- _TASK BRIEF_
In full and without alteration, write out the records.

[Collected data]
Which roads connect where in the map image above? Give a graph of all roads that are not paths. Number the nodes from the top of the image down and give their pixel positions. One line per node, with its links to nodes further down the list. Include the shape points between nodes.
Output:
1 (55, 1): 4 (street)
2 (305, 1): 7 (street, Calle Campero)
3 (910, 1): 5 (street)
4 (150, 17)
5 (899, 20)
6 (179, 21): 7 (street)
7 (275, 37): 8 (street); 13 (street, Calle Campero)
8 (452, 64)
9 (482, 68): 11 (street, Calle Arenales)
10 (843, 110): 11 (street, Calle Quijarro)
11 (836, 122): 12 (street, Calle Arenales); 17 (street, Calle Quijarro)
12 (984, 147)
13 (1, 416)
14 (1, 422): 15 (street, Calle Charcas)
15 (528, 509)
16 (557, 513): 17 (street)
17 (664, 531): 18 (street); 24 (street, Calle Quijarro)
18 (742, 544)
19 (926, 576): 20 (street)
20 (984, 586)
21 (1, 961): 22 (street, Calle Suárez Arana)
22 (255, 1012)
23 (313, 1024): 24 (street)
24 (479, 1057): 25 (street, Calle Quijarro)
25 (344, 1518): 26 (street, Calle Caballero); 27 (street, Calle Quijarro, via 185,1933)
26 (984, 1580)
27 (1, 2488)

- _RESULT FOR THIS TASK_
Which roads connect where in the map image above? Give a graph of all roads that are not paths. Number the nodes from the top of the image down and give their pixel positions. One line per node, with its links to nodes further down the list. Include the shape points between nodes.
Output:
1 (55, 1): 4 (street)
2 (305, 1): 7 (street, Calle Campero)
3 (910, 1): 5 (street)
4 (150, 17)
5 (899, 20)
6 (179, 21): 7 (street)
7 (275, 37): 8 (street); 13 (street, Calle Campero)
8 (452, 64)
9 (482, 68): 11 (street, Calle Arenales)
10 (843, 110): 11 (street, Calle Quijarro)
11 (836, 122): 12 (street, Calle Arenales); 17 (street, Calle Quijarro)
12 (984, 147)
13 (1, 416)
14 (1, 422): 15 (street, Calle Charcas)
15 (528, 509)
16 (557, 513): 17 (street)
17 (664, 531): 18 (street); 24 (street, Calle Quijarro)
18 (742, 544)
19 (926, 576): 20 (street)
20 (984, 586)
21 (1, 961): 22 (street, Calle Suárez Arana)
22 (255, 1012)
23 (313, 1024): 24 (street)
24 (479, 1057): 25 (street, Calle Quijarro)
25 (344, 1518): 26 (street, Calle Caballero); 27 (street, Calle Quijarro, via 185,1933)
26 (984, 1580)
27 (1, 2488)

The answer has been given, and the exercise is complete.